§ **Task to complete**: Copy out each line containing "Mauro" from the entries below.

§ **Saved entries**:
+-------+

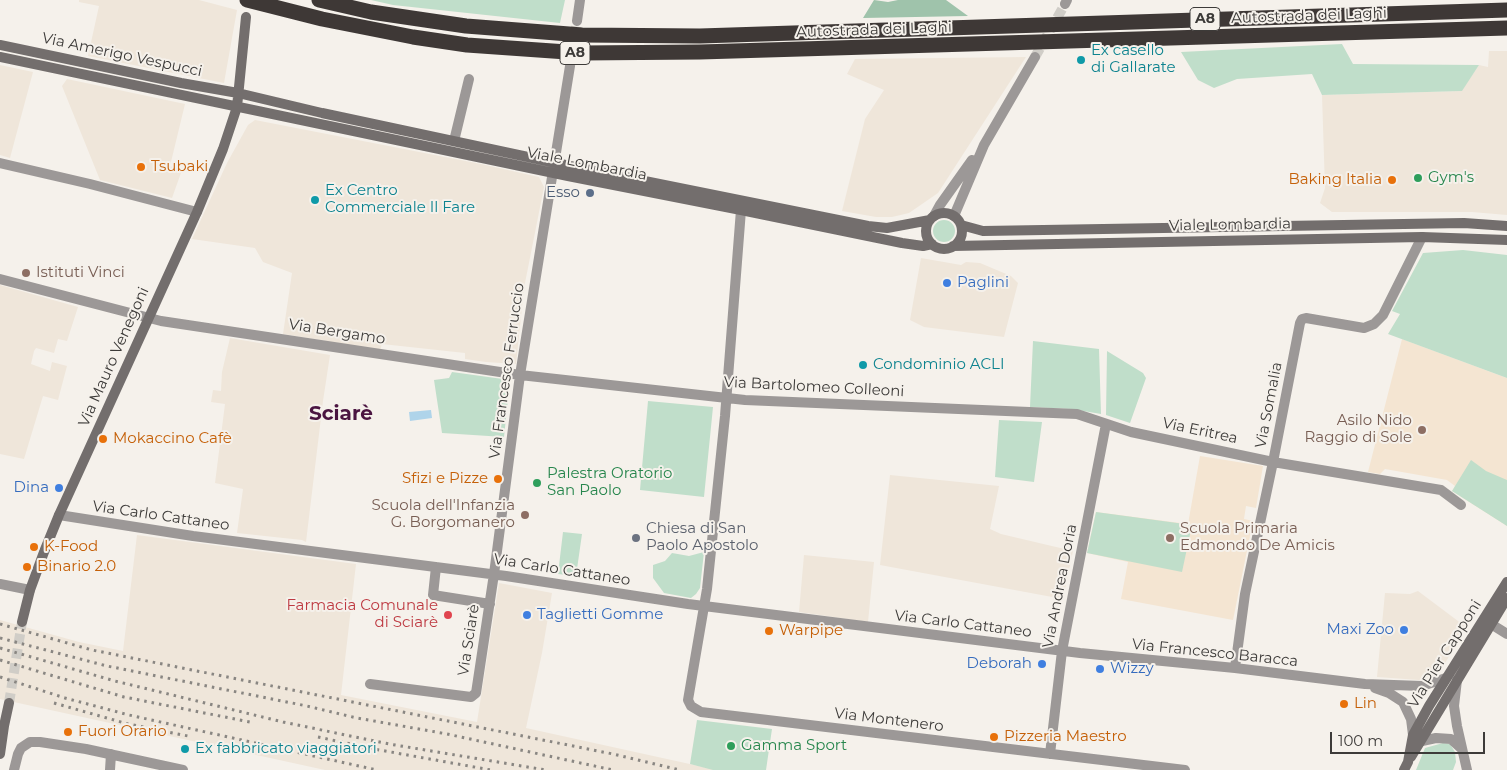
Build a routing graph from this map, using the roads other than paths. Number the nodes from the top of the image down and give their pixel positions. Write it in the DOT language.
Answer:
graph roads {
  1 [pos="248,0"];
  2 [pos="319,0"];
  3 [pos="580,0"];
  4 [pos="1507,10"];
  5 [pos="246,16"];
  6 [pos="577,21"];
  7 [pos="1507,28"];
  8 [pos="0,45"];
  9 [pos="0,57"];
  10 [pos="1035,57"];
  11 [pos="570,66"];
  12 [pos="469,78"];
  13 [pos="238,92"];
  14 [pos="237,107"];
  15 [pos="454,141"];
  16 [pos="984,145"];
  17 [pos="555,162"];
  18 [pos="0,163"];
  19 [pos="554,174"];
  20 [pos="741,210"];
  21 [pos="197,212"];
  22 [pos="954,216"];
  23 [pos="932,218"];
  24 [pos="961,225"];
  25 [pos="1507,226"];
  26 [pos="1422,237"];
  27 [pos="1507,240"];
  28 [pos="932,244"];
  29 [pos="953,246"];
  30 [pos="0,279"];
  31 [pos="149,318"];
  32 [pos="520,375"];
  33 [pos="726,398"];
  34 [pos="1106,424"];
  35 [pos="1274,462"];
  36 [pos="1461,505"];
  37 [pos="59,516"];
  38 [pos="436,567"];
  39 [pos="494,574"];
  40 [pos="1507,582"];
  41 [pos="0,584"];
  42 [pos="30,590"];
  43 [pos="1507,598"];
  44 [pos="490,604"];
  45 [pos="704,606"];
  46 [pos="22,622"];
  47 [pos="1491,624"];
  48 [pos="1507,634"];
  49 [pos="1062,651"];
  50 [pos="1235,668"];
  51 [pos="1446,678"];
  52 [pos="1458,679"];
  53 [pos="370,684"];
  54 [pos="1365,684"];
  55 [pos="9,703"];
  56 [pos="1418,738"];
  57 [pos="1462,749"];
  58 [pos="0,754"];
  59 [pos="111,754"];
  60 [pos="1050,754"];
  61 [pos="1406,766"];
  62 [pos="1466,769"];
  63 [pos="14,770"];
  64 [pos="110,770"];
  65 [pos="183,770"];
  66 [pos="1186,770"];
  1 -- 7 [label="highway, Autostrada dei Laghi / A8"];
  2 -- 4 [label="highway, Autostrada dei Laghi / A8"];
  3 -- 6 [label="street"];
  5 -- 13 [label="main road, Via Mauro Venegoni"];
  8 -- 13 [label="main road, Via Amerigo Vespucci"];
  9 -- 14 [label="main road, Via Amerigo Vespucci"];
  10 -- 16 [label="street"];
  11 -- 17 [label="street, Via Francesco Ferruccio"];
  12 -- 15 [label="street"];
  13 -- 14 [label="main road, Via Mauro Venegoni"];
  13 -- 15 [label="main road, Viale Lombardia"];
  14 -- 19 [label="main road, Viale Lombardia"];
  14 -- 21 [label="main road, Via Mauro Venegoni"];
  15 -- 17 [label="main road, Viale Lombardia"];
  16 -- 22 [label="street"];
  16 -- 23 [label="street"];
  17 -- 19 [label="street, Via Francesco Ferruccio"];
  17 -- 23 [label="main road, Viale Lombardia"];
  18 -- 21 [label="street"];
  19 -- 20 [label="main road, Viale Lombardia"];
  19 -- 32 [label="street, Via Francesco Ferruccio"];
  20 -- 28 [label="main road, Viale Lombardia"];
  20 -- 33 [label="street"];
  21 -- 31 [label="main road, Via Mauro Venegoni"];
  22 -- 23 [label="main road"];
  22 -- 24 [label="main road"];
  23 -- 28 [label="main road"];
  24 -- 25 [label="main road, Viale Lombardia"];
  24 -- 29 [label="main road"];
  26 -- 27 [label="main road, Viale Lombardia"];
  26 -- 29 [label="main road, Viale Lombardia"];
  26 -- 35 [label="street, Via Somalia"];
  28 -- 29 [label="main road"];
  30 -- 31 [label="street, Via Bergamo"];
  31 -- 32 [label="street, Via Bergamo"];
  31 -- 37 [label="main road, Via Mauro Venegoni"];
  32 -- 33 [label="street, Via Bartolomeo Colleoni"];
  32 -- 39 [label="street, Via Francesco Ferruccio"];
  33 -- 34 [label="street, Via Bartolomeo Colleoni"];
  33 -- 45 [label="street"];
  34 -- 35 [label="street, Via Eritrea"];
  34 -- 49 [label="street, Via Andrea Doria"];
  35 -- 36 [label="street, Via Eritrea"];
  35 -- 50 [label="street, Via Somalia"];
  37 -- 38 [label="street, Via Carlo Cattaneo"];
  37 -- 42 [label="main road, Via Mauro Venegoni"];
  38 -- 39 [label="street, Via Carlo Cattaneo"];
  38 -- 44 [label="street"];
  39 -- 44 [label="street, Via Sciarè"];
  39 -- 45 [label="street, Via Carlo Cattaneo"];
  40 -- 51 [label="main road, Via Pier Capponi"];
  41 -- 42 [label="street"];
  42 -- 46 [label="main road, Via Mauro Venegoni"];
  43 -- 47 [label="main road, Via Pier Capponi"];
  44 -- 53 [label="street, Via Sciarè"];
  45 -- 49 [label="street, Via Carlo Cattaneo"];
  45 -- 60 [label="street, Via Montenero"];
  47 -- 48 [label="street"];
  47 -- 52 [label="main road, Via Pier Capponi"];
  49 -- 50 [label="street, Via Francesco Baracca"];
  49 -- 60 [label="street, Via Andrea Doria"];
  50 -- 54 [label="street, Via Francesco Baracca"];
  51 -- 54 [label="street, Via Francesco Baracca"];
  51 -- 56 [label="main road, Via Pier Capponi"];
  52 -- 56 [label="main road, Via Pier Capponi"];
  52 -- 57 [label="street"];
  54 -- 56 [label="street, Via Francesco Baracca"];
  55 -- 58 [label="main road"];
  56 -- 57 [label="street"];
  56 -- 61 [label="main road, Via Pier Capponi"];
  57 -- 62 [label="street"];
  59 -- 63 [label="street"];
  59 -- 64 [label="street"];
  59 -- 65 [label="street"];
  60 -- 66 [label="street, Via Montenero"];
}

+-------+

§ **Exercise solution**:
  5 -- 13 [label="main road, Via Mauro Venegoni"];
  13 -- 14 [label="main road, Via Mauro Venegoni"];
  14 -- 21 [label="main road, Via Mauro Venegoni"];
  21 -- 31 [label="main road, Via Mauro Venegoni"];
  31 -- 37 [label="main road, Via Mauro Venegoni"];
  37 -- 42 [label="main road, Via Mauro Venegoni"];
  42 -- 46 [label="main road, Via Mauro Venegoni"];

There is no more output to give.